Yeni yılda da trendy kalabilmek için gardırobumuzda nelere yer açmalıyız?
Yeni yılın soğuk günlerinde en popüler parçalar bence parkalar olacak. Erkekler için yakası ya da kapüşon kenarı kürklü parkalar top ten arasında. Bunun yanında bomber ceketler ve deri biker montlar sokakta sıkça gözümüze çarpacak parçalar olacak. Yazdan alıştığımız renk hakimiyeti kışın da devam ediyor olacak. Bordo, derin kahveler ve militer yeşiller gözde renkler.
Şafak Tokur
Şafak Tokur, 1975 Sinop doğumlu. 1994 İstanbul Anadolu Güzel Sanatlar Lisesi resim bölümünden mezun olduktan sonra 2001 Mimar Sinan Üniversitesi, Güzel Sanatlar Fakültesi, Tekstil Bölümü’nü bitirdi.
Türkiye’deki moda algısını nasıl değerlendiriyorsunuz?

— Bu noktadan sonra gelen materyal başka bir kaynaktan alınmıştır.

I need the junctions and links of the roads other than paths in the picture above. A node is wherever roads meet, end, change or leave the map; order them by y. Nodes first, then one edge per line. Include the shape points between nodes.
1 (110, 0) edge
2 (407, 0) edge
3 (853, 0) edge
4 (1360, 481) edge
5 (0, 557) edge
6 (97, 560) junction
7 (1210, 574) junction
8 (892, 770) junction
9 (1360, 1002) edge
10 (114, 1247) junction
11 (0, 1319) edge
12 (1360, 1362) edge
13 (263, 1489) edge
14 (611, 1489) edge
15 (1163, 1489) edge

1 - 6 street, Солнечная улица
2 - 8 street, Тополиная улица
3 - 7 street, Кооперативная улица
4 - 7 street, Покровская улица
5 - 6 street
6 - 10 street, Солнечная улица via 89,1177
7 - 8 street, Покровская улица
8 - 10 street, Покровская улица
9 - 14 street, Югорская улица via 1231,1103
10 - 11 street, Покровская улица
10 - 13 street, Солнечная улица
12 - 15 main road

Gelişmekte olan bir ülkeyiz ilk başta bu yüzden bu konuda da eğitilmeye öğrenmeye ve şekil değiştirmeye istekli bir harekete odaklanmamız çok önemli. Çıkılan yolculuklar nereye olursa olsun kim olduğumuzun öncelikle hassas bir şekilde belirlenmesi ve gelişim süreçlerinde de buna odaklı bir yolculuk planı oluşturulmalı sanırım. Ülkemizde İstanbul Moda Haftası’yla başlayan ve daha da güçlenerek devam edeceğini düşündüğüm bu tür oluşumlar moda algımıza yeni keyifli anlatımlar ve öğretilerde bulunuyordur ki her geçen dönemde de bu gelişimi ben rahatlıkla görebiliyorum.
Yeni sezonda koleksiyonlarınızda ağırlıkla yer vermeyi planladığınız parçalar ve renkler nelerdir?
2012 -13 sonbahar kış koleksiyonumu İstanbul Moda Haftası’nda sergilemiştim Mevlevi kültüründen esinlenerek tasarladığım “Selam 2” koleksiyonu Allah’a duyulan sonsuz aşka göndermeler yapan avant-garde giysi koleksiyonu. Bütünde siyah beyaz kontrast renk algısındaki koleksiyon da fütüristik bir anlatım hakim ve deneysel bir tavra sahip.
Yeni yılda da trendy kalabilmek için gardırobumuzda nelere yer açmalıyız?
Kişinin kimlik algısına uygun bütünlere odaklanması en öncelikli olanı sanırım. Bu anlamda doğrular herkeste ayrı anlamlar kazanır. Kişinin kendini tümüyle tanıyıp hareket özgürlüğünü kendi öğretileriyle oluşturması benim için en mantıklı olanı… Şu ya da bu diye isimlendirip ona sahip olmalısın düşüncesi bana çok doğru gelmiyor hiçbir zaman. Fakat sezonda en çok karşılaşacağımız ne olur diye sorulursa askeri detaylarla bolca karşılaşacağımızı, kadife ve derinin çok ön planda olacağını düşünüyorum, erkek veya kadın fark etmeksizin desenli takımların da çok moda olacağı bir sezon.